Having been a part of Kainos’ Big data & analytics practice for almost a year and a half now has raised many questions in my head. Not least because it is an emerging area of technology, growing so rapidly that there are new programming models, frameworks and data stores seemingly every other week! With these rapidly evolving technologies and more precedence than ever being placed on big data and analytics, it raises the issue of ethics.

Ethics is defined by Oxford dictionaries as ‘moral principles that govern a person’s behaviour or the conducting of an activity’. Technology and by extension big data and are ethically neutral, how we utilise big data is not! When I search Google for more information on big data ethics does this give Google the right to try to sell me O’Reilly’s newest ‘Ethics of Big Data’ book? (*Caveat – This is a great book and if you’re interested in the topic, it definitely deserves a read). Should it allow them to infer that I’m a software engineer who might like to attend a conference with a big data ethics stream?  How does a company or an organisation who intends to use big data analytics to enhance their operations know that their utilisation of the technology is ethical?
Much research into the topic of ethical big data as surfaced four common themes which could be used to characterise the issue.

  • Identity
    • Is offline existence identical to online existence?
  • Ownership
    • What does it mean to own data about ourselves?
  • Privacy
    • Who should control access to data about you?
  • Reputation
    • How can we determine what is trustworthy?

To further understand the issue we should explore these in turn. If we look at a person’s identity in the modern world it is apparent it is multi-faceted. There are records stored about an individual in many disparate silos, both online and offline. Multitudes of data analytics projects involve the collection and aggregation of these records. With available technology this is quite a common and easy use case. But does the aggregation of these disparate records build up truly valuable information on a person’s identity? It is also for the most part that this correlation occurs without the direct participation of the people involved.

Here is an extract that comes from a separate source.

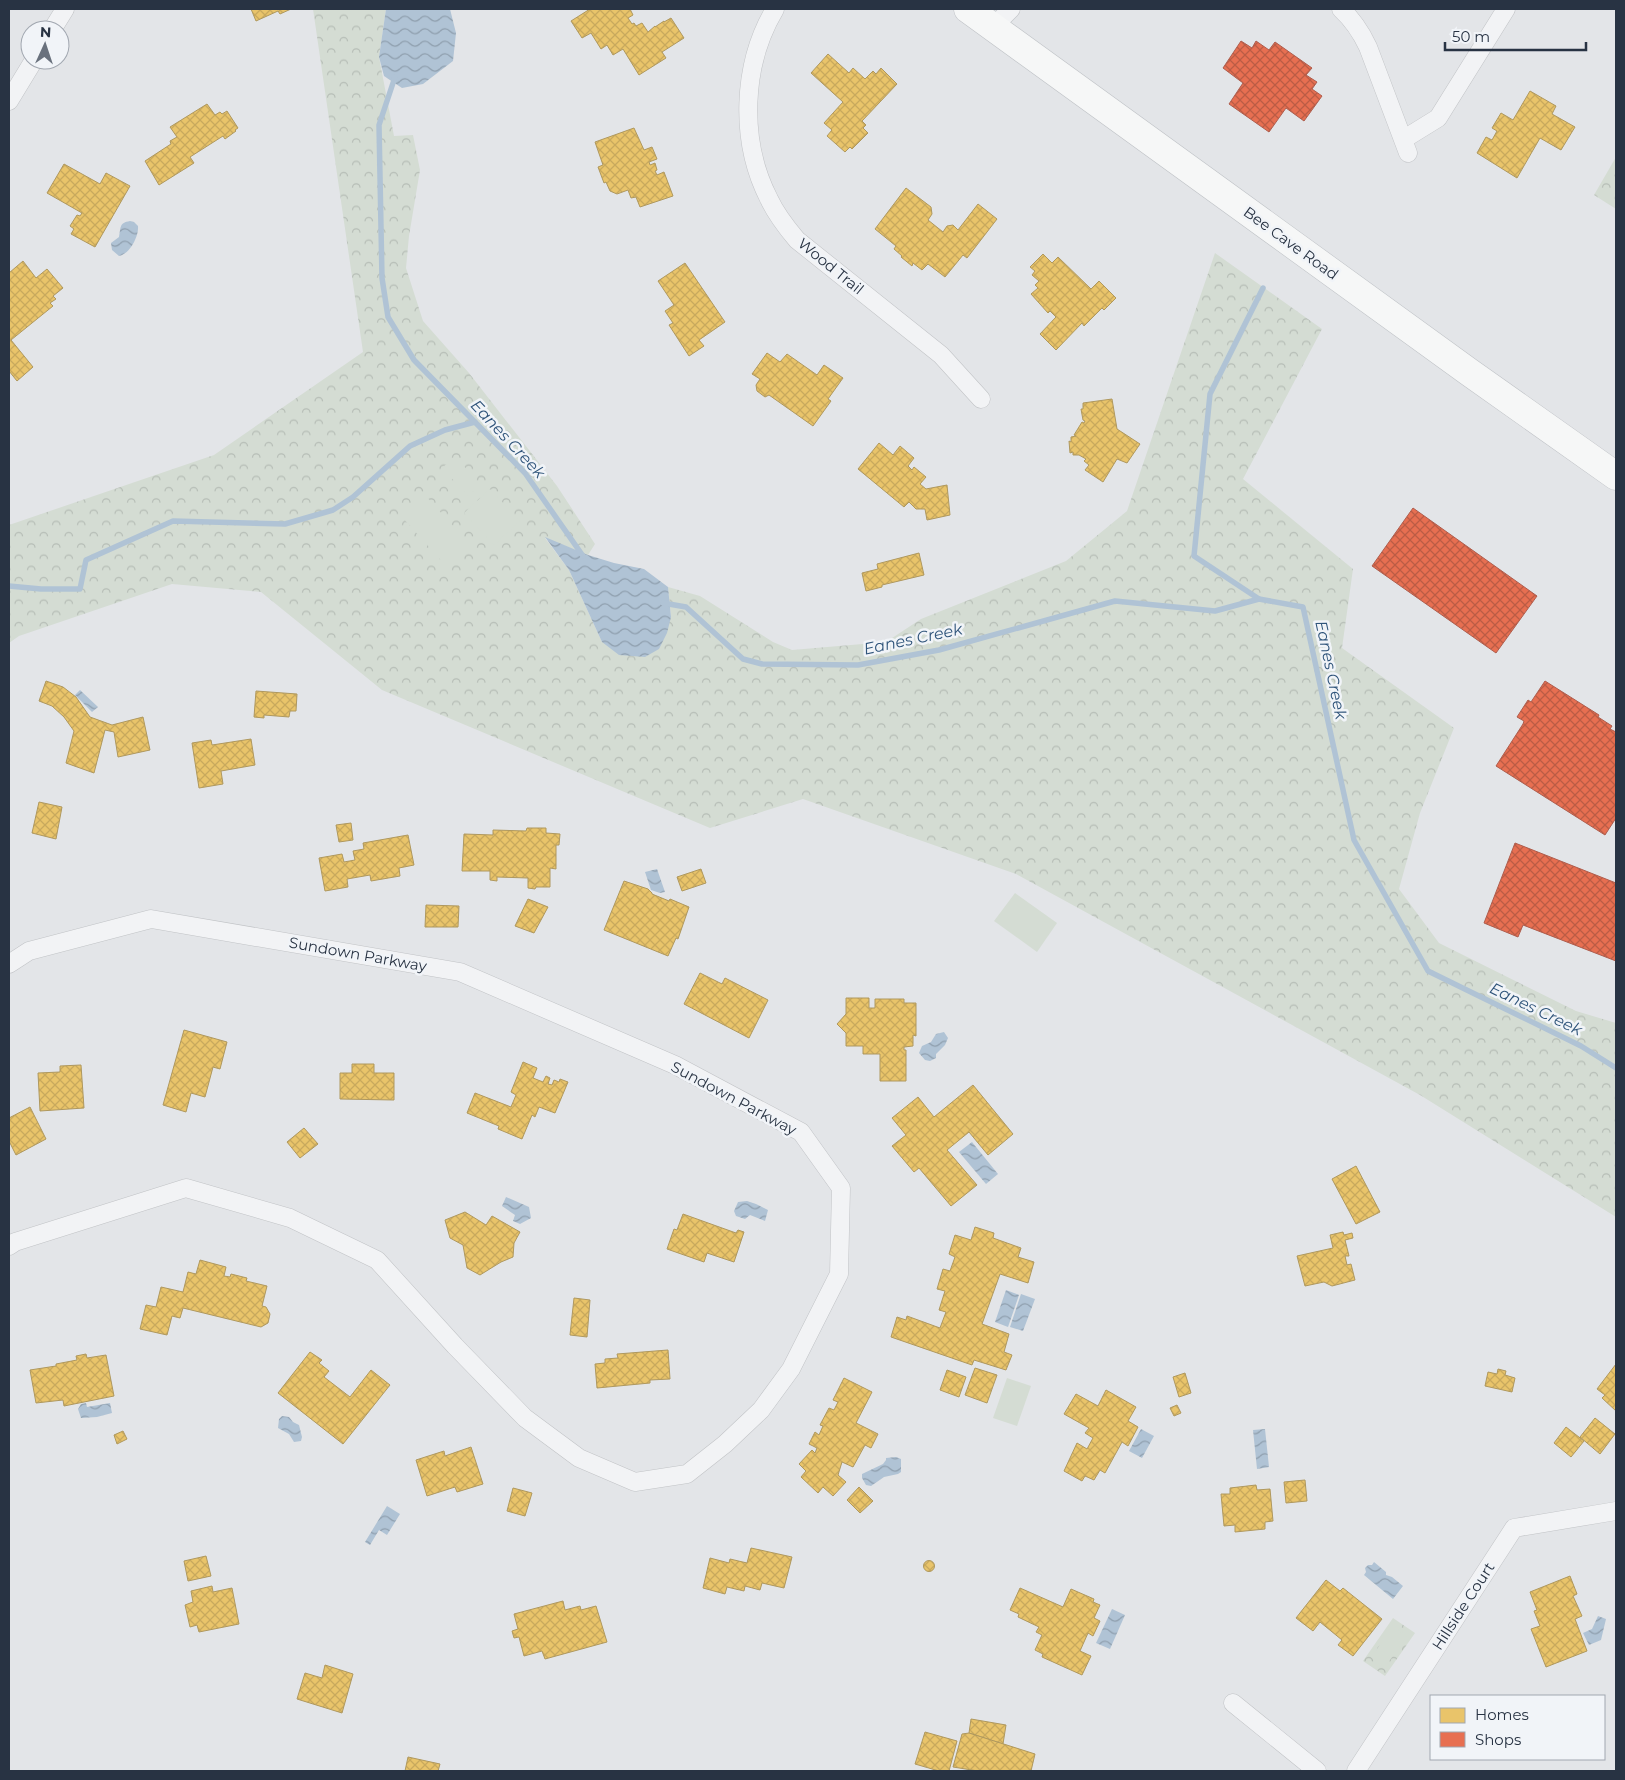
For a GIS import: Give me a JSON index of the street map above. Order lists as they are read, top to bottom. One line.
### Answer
{"streets":{"main road":["Bee Cave Road"],"street":["Wood Trail","Sundown Parkway","Hillside Court"]},"water":["Eanes Creek"],"legend":["Homes","Shops"],"scale_bar":"50 m","north":"top"}
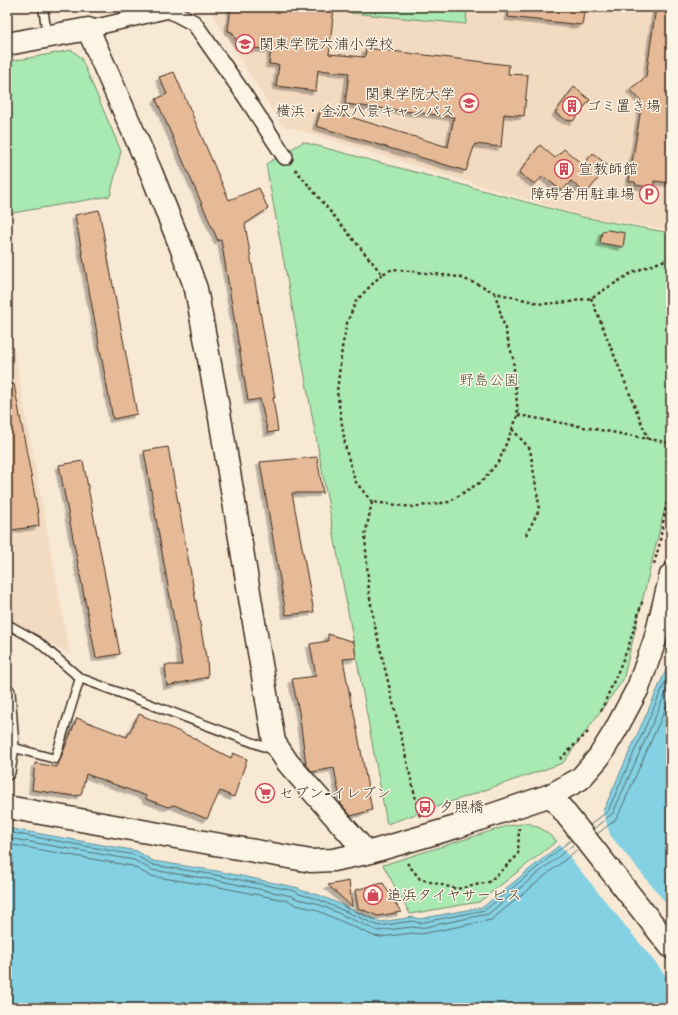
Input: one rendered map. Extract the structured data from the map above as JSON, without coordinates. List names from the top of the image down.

Davis and Patterson suggest in their book (Ethics of Big Data – O’Reilly 2012) that the issue of privacy and big data ethics boils down to two things. Does privacy in the real world (offline) and privacy online mean the same thing? Should individuals be able to control data about themselves? And if so, to what degree? The sweet spot lies in discovering the balance between the applied benefits of big data technologies with the apparent risk in widely sharing information.
With the evolution of big data technologies the meaning of reputation and how it can be altered has changed considerably. Previously an individual or even a companies’ reputation would most often be formed by speaking to others with personal experience of the individual or company. Or a little further removed could be reputation that is spread by word of mouth from the individuals with firsthand knowledge. If a person was seeking to improve their reputation this was essentially in their direct control and they could choose to act more morally.  Now, a profile of an individual and by extension their reputation can be built up quite simply using data analytics. This reputation can be shared with an almost exponential number of people. The simplicity of having direct control to improve your own individual reputation slips away. The matter of managing your online reputation has even spawned companies whose sole mission is reputation management.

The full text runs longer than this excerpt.